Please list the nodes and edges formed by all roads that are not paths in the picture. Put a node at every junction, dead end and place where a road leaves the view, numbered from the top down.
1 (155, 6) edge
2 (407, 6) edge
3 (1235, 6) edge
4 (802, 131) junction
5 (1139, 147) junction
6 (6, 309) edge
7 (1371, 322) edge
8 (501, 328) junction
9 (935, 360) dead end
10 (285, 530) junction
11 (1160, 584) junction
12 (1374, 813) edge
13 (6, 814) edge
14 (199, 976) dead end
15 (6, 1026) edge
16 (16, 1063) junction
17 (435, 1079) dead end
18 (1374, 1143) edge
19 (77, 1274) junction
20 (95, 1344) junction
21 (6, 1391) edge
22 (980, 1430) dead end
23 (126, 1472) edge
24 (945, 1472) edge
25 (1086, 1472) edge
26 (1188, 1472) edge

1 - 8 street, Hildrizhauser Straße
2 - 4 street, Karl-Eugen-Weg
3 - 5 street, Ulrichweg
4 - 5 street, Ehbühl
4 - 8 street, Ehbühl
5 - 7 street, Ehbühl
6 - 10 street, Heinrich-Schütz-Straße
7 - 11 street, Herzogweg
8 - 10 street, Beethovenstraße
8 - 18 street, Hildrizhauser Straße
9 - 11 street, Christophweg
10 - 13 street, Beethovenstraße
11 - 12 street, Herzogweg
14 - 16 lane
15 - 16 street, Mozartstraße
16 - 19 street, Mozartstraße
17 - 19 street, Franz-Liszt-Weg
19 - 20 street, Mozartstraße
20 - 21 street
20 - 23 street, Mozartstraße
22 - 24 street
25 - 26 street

----------

**Problem details**
What you need to do is retype all the entries exactly as written.

**Answer space**
Please list the nodes and edges formed by all roads that are not paths in the picture. Put a node at every junction, dead end and place where a road leaves the view, numbered from the top down.
1 (155, 6) edge
2 (407, 6) edge
3 (1235, 6) edge
4 (802, 131) junction
5 (1139, 147) junction
6 (6, 309) edge
7 (1371, 322) edge
8 (501, 328) junction
9 (935, 360) dead end
10 (285, 530) junction
11 (1160, 584) junction
12 (1374, 813) edge
13 (6, 814) edge
14 (199, 976) dead end
15 (6, 1026) edge
16 (16, 1063) junction
17 (435, 1079) dead end
18 (1374, 1143) edge
19 (77, 1274) junction
20 (95, 1344) junction
21 (6, 1391) edge
22 (980, 1430) dead end
23 (126, 1472) edge
24 (945, 1472) edge
25 (1086, 1472) edge
26 (1188, 1472) edge

1 - 8 street, Hildrizhauser Straße
2 - 4 street, Karl-Eugen-Weg
3 - 5 street, Ulrichweg
4 - 5 street, Ehbühl
4 - 8 street, Ehbühl
5 - 7 street, Ehbühl
6 - 10 street, Heinrich-Schütz-Straße
7 - 11 street, Herzogweg
8 - 10 street, Beethovenstraße
8 - 18 street, Hildrizhauser Straße
9 - 11 street, Christophweg
10 - 13 street, Beethovenstraße
11 - 12 street, Herzogweg
14 - 16 lane
15 - 16 street, Mozartstraße
16 - 19 street, Mozartstraße
17 - 19 street, Franz-Liszt-Weg
19 - 20 street, Mozartstraße
20 - 21 street
20 - 23 street, Mozartstraße
22 - 24 street
25 - 26 street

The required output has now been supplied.